▶ **EXERCISE REQUIREMENTS**
The reply should contain every entry below exactly as written, with no images.

● ● ● ●

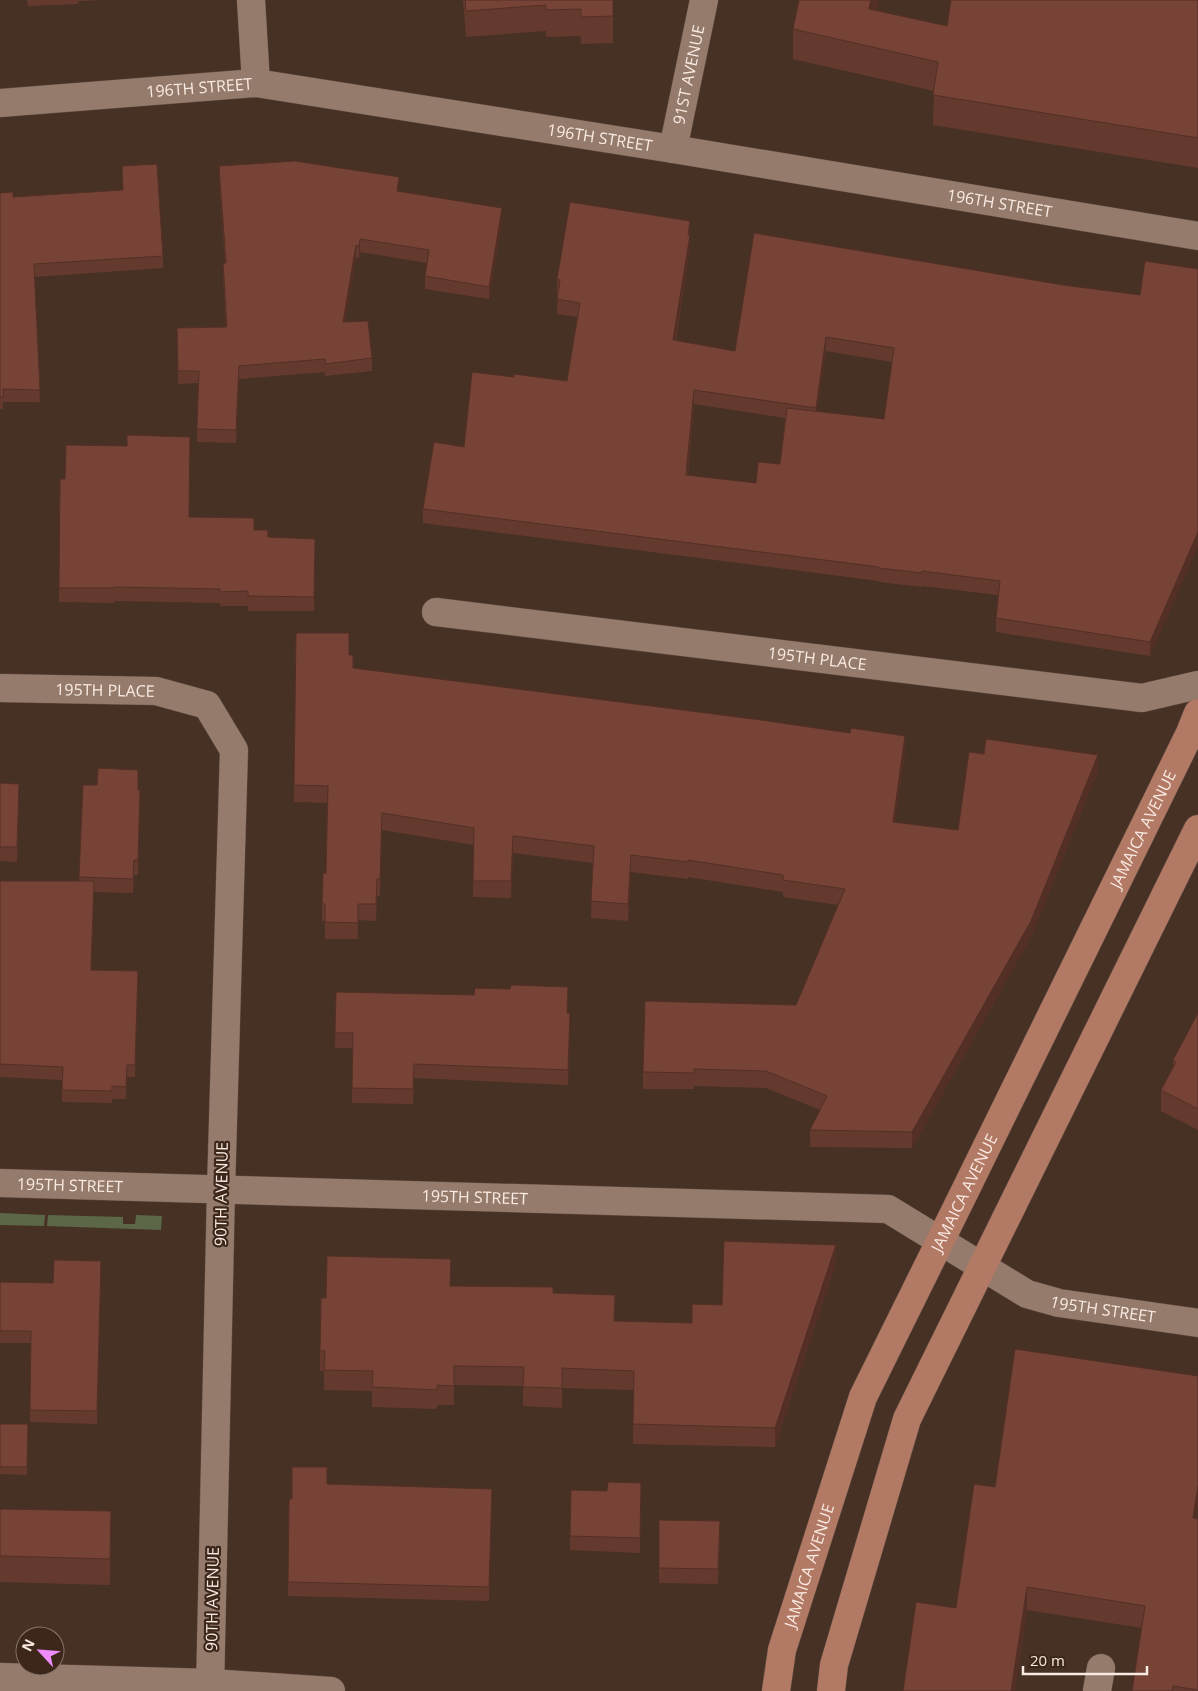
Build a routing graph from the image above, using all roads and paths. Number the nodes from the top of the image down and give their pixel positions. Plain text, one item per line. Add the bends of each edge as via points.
1 (251, 0) edge
2 (704, 0) edge
3 (256, 83) junction
4 (0, 103) edge
5 (673, 149) junction
6 (1198, 236) edge
7 (436, 612) dead end
8 (1198, 685) edge
9 (0, 688) edge
10 (207, 705) joint
11 (1198, 713) edge
12 (1198, 829) edge
13 (0, 1183) edge
14 (221, 1189) junction
15 (940, 1241) junction
16 (982, 1267) junction
17 (1198, 1323) edge
18 (0, 1677) edge
19 (210, 1687) edge
20 (331, 1691) edge
21 (776, 1691) edge
22 (831, 1691) edge

1 - 3 street
2 - 5 street, 91ST AVENUE
3 - 4 street, 196TH STREET
3 - 5 street, 196TH STREET
5 - 6 street, 196TH STREET
7 - 8 street, 195TH PLACE via 1142,698
9 - 10 street, 195TH PLACE via 156,691
10 - 14 street, 90TH AVENUE via 234,750
11 - 15 main road, JAMAICA AVENUE
12 - 16 main road
13 - 14 street, 195TH STREET
14 - 15 street, 195TH STREET via 888,1209
14 - 19 street, 90TH AVENUE
15 - 16 street, 195TH STREET
15 - 21 main road, JAMAICA AVENUE via 863,1397 782,1650
16 - 17 street, 195TH STREET via 1027,1294 1059,1303
16 - 22 main road via 907,1419 834,1665
18 - 19 street
19 - 20 street

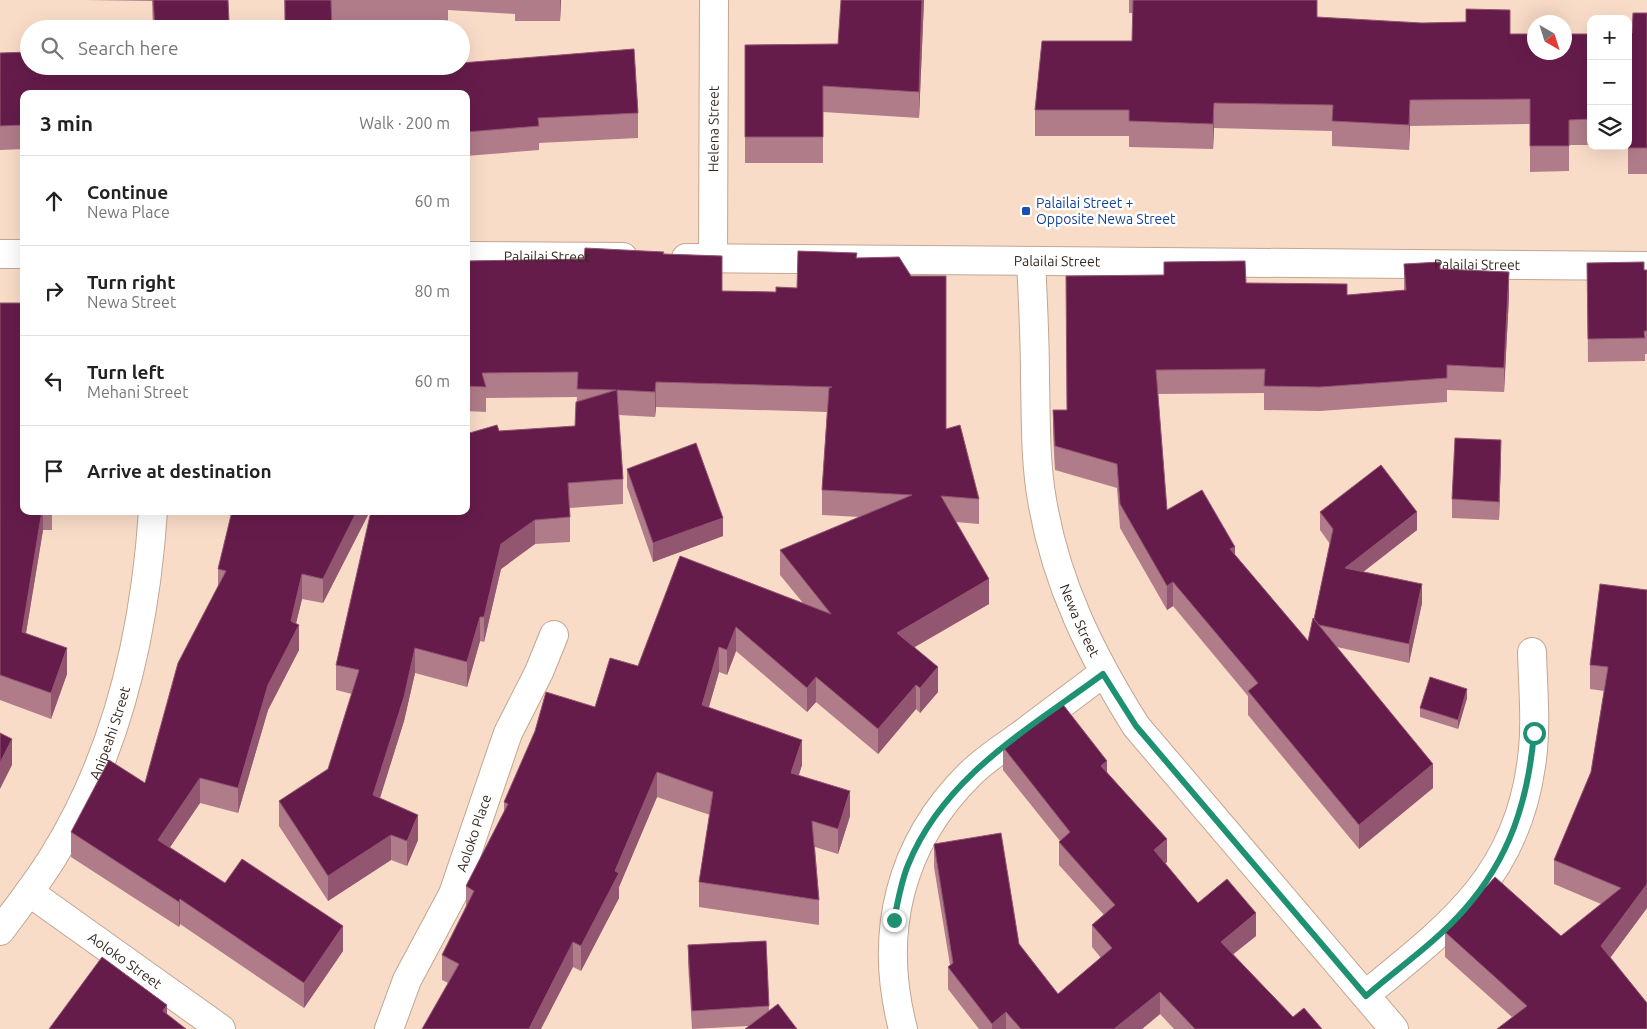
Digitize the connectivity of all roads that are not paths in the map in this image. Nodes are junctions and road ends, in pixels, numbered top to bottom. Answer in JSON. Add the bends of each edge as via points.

● ● ● ●

▶ **SOLVED PROBLEM**
Build a routing graph from the image above, using all roads and paths. Number the nodes from the top of the image down and give their pixel positions. Plain text, one item per line. Add the bends of each edge as via points.
1 (251, 0) edge
2 (704, 0) edge
3 (256, 83) junction
4 (0, 103) edge
5 (673, 149) junction
6 (1198, 236) edge
7 (436, 612) dead end
8 (1198, 685) edge
9 (0, 688) edge
10 (207, 705) joint
11 (1198, 713) edge
12 (1198, 829) edge
13 (0, 1183) edge
14 (221, 1189) junction
15 (940, 1241) junction
16 (982, 1267) junction
17 (1198, 1323) edge
18 (0, 1677) edge
19 (210, 1687) edge
20 (331, 1691) edge
21 (776, 1691) edge
22 (831, 1691) edge

1 - 3 street
2 - 5 street, 91ST AVENUE
3 - 4 street, 196TH STREET
3 - 5 street, 196TH STREET
5 - 6 street, 196TH STREET
7 - 8 street, 195TH PLACE via 1142,698
9 - 10 street, 195TH PLACE via 156,691
10 - 14 street, 90TH AVENUE via 234,750
11 - 15 main road, JAMAICA AVENUE
12 - 16 main road
13 - 14 street, 195TH STREET
14 - 15 street, 195TH STREET via 888,1209
14 - 19 street, 90TH AVENUE
15 - 16 street, 195TH STREET
15 - 21 main road, JAMAICA AVENUE via 863,1397 782,1650
16 - 17 street, 195TH STREET via 1027,1294 1059,1303
16 - 22 main road via 907,1419 834,1665
18 - 19 street
19 - 20 street

Digitize the connectivity of all roads that are not paths in the map in this image. Nodes are junctions and road ends, in pixels, numbered top to bottom. Answer in JSON. Add the bends of each edge as via points.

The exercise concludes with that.